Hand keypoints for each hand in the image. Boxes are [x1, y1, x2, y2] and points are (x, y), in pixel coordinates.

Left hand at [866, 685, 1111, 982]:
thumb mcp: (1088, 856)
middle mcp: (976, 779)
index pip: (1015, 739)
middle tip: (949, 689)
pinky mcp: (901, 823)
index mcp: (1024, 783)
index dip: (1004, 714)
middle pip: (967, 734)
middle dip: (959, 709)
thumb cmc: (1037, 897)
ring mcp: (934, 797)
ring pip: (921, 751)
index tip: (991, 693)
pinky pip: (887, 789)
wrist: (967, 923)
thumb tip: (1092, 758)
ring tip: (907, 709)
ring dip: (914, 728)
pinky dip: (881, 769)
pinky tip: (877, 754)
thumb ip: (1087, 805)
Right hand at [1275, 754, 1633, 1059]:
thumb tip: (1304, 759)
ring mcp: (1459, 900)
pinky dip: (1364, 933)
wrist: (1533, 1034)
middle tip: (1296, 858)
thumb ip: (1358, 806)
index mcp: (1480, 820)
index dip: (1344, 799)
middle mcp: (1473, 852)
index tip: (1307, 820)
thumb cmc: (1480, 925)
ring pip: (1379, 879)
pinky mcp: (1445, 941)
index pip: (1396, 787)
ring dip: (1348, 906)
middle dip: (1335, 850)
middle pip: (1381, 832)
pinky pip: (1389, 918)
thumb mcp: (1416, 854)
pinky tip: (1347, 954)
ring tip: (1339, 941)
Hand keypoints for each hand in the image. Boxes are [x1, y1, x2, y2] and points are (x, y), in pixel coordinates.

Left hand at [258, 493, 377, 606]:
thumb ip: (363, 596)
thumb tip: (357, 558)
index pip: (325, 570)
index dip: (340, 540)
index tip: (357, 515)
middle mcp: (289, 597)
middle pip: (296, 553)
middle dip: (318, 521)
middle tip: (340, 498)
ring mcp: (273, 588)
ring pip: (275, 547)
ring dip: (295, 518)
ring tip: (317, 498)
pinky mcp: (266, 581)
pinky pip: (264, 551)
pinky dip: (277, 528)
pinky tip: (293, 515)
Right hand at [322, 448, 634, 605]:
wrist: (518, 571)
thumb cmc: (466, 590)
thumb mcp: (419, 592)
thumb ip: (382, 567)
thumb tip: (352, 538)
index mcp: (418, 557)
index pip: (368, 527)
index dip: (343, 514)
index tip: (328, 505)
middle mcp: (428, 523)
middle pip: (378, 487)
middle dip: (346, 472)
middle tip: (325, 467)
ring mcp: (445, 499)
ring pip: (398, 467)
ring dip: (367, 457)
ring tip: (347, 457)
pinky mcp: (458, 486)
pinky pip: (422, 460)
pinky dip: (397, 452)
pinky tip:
------------
The full set of lines above should be retyped without a single change.

Hand keypoints for each hand in the image. Boxes are [x1, y1, x2, y2] and points are (x, y), in pixel coordinates.

Left hand at [866, 685, 1111, 982]:
thumb mcp: (1088, 856)
middle mcp: (976, 779)
index pip: (1015, 739)
middle tip: (949, 689)
pinky mcp: (901, 823)
index mcp: (1024, 783)
index dip: (1004, 714)
middle pip: (967, 734)
middle dip: (959, 709)
thumb cmc: (1037, 897)
ring mcp: (934, 797)
ring pip: (921, 751)
index tip: (991, 693)
pinky pip: (887, 789)
wrist: (967, 923)
thumb tip: (1092, 758)
ring tip: (907, 709)
ring dip: (914, 728)
pinky dip: (881, 769)
pinky tip: (877, 754)
thumb ip: (1087, 805)
Right hand at [1275, 754, 1633, 1059]:
thumb tip: (1304, 759)
ring mcp: (1459, 900)
pinky dip: (1364, 933)
wrist: (1533, 1034)
middle tip: (1296, 858)
thumb ip: (1358, 806)
index mcp: (1480, 820)
index dip: (1344, 799)
middle mcp: (1473, 852)
index tip: (1307, 820)
thumb cmc: (1480, 925)
ring pip: (1379, 879)
pinky mcp: (1445, 941)
index pip: (1396, 787)
ring dip: (1348, 906)
middle dip: (1335, 850)
middle pip: (1381, 832)
pinky pip: (1389, 918)
thumb mcp: (1416, 854)
pinky tip: (1347, 954)
ring tip: (1339, 941)
Hand keypoints for each hand in the image. Boxes are [x1, y1, x2, y2] and points are (x, y), in pixel coordinates.

Left hand at [258, 493, 377, 606]:
thumb ip: (363, 596)
thumb tip: (357, 558)
index pip: (325, 570)
index dip: (340, 540)
index tip: (357, 515)
middle mcp: (289, 597)
middle pip: (296, 553)
middle dip: (318, 521)
middle tip: (340, 498)
ring mcp: (273, 588)
ring pip: (275, 547)
ring dip: (295, 518)
ring tip: (317, 498)
pinky mcp: (266, 581)
pinky pip: (264, 551)
pinky dip: (277, 528)
pinky tip: (293, 515)
Right hand at [322, 448, 634, 605]:
wrist: (518, 571)
thumb cmc: (466, 590)
thumb mcp: (419, 592)
thumb ip: (382, 567)
thumb tip: (352, 538)
index mcp: (418, 557)
index pip: (368, 527)
index dip: (343, 514)
index tip: (328, 505)
middle mcp: (428, 523)
middle pip: (378, 487)
middle dip: (346, 472)
middle tip: (325, 467)
ring mcp: (445, 499)
ring pip: (398, 467)
ring dip: (367, 457)
ring tip: (347, 457)
pinky mcp: (458, 486)
pinky pip: (422, 460)
pinky dip: (397, 452)
pinky tip:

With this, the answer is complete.